(DATA TO USE begins)

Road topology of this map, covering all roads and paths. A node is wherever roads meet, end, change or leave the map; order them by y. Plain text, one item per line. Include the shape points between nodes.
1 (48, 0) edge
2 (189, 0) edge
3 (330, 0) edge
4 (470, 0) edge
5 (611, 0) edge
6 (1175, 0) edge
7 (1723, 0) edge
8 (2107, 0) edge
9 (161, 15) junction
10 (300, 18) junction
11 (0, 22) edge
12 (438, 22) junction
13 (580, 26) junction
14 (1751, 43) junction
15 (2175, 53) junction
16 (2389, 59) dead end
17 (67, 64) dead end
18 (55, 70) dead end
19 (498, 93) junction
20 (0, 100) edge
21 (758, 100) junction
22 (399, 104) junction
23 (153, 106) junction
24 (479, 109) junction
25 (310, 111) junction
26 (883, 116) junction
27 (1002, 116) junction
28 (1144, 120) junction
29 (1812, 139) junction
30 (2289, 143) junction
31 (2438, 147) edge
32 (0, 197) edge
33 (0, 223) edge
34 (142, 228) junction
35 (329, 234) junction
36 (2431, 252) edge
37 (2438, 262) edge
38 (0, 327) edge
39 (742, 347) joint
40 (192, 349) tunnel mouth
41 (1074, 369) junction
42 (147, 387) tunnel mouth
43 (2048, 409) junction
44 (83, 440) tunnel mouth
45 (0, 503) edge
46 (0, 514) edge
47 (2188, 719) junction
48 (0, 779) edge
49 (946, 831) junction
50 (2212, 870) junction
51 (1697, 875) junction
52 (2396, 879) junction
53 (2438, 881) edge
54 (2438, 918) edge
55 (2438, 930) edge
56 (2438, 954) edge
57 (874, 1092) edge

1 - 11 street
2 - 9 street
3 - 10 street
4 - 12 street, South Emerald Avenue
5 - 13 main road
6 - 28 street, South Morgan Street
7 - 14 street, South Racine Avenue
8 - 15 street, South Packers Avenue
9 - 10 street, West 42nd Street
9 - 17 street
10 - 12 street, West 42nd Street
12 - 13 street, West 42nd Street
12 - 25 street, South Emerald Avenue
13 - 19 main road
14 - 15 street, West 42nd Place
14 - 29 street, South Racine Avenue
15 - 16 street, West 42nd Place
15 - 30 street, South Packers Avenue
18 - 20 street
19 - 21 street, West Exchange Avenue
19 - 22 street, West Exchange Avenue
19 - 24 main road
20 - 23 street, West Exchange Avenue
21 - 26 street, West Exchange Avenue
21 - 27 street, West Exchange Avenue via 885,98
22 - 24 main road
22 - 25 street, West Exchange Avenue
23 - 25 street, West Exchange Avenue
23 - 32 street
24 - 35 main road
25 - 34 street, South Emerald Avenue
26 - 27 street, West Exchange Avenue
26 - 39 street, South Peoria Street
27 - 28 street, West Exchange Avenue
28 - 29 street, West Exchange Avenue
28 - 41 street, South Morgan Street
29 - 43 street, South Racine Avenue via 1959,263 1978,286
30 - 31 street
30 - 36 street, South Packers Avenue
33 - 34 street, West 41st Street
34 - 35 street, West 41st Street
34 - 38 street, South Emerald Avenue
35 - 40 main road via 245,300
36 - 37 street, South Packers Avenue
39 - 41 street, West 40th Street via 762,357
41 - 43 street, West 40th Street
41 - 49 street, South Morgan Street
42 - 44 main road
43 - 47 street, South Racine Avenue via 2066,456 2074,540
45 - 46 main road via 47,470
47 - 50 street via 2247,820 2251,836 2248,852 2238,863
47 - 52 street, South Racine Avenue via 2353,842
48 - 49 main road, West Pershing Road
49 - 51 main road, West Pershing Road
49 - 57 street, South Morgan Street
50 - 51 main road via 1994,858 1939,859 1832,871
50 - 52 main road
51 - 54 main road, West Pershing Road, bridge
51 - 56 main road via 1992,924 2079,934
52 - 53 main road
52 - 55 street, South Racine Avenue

(DATA TO USE ends)

_WHAT IS NEEDED:_ Look through the data above for the word "Packers". Report each line where it occurs.

_ANSWER FOR THIS EXERCISE:_
8 - 15 street, South Packers Avenue
15 - 30 street, South Packers Avenue
30 - 36 street, South Packers Avenue
36 - 37 street, South Packers Avenue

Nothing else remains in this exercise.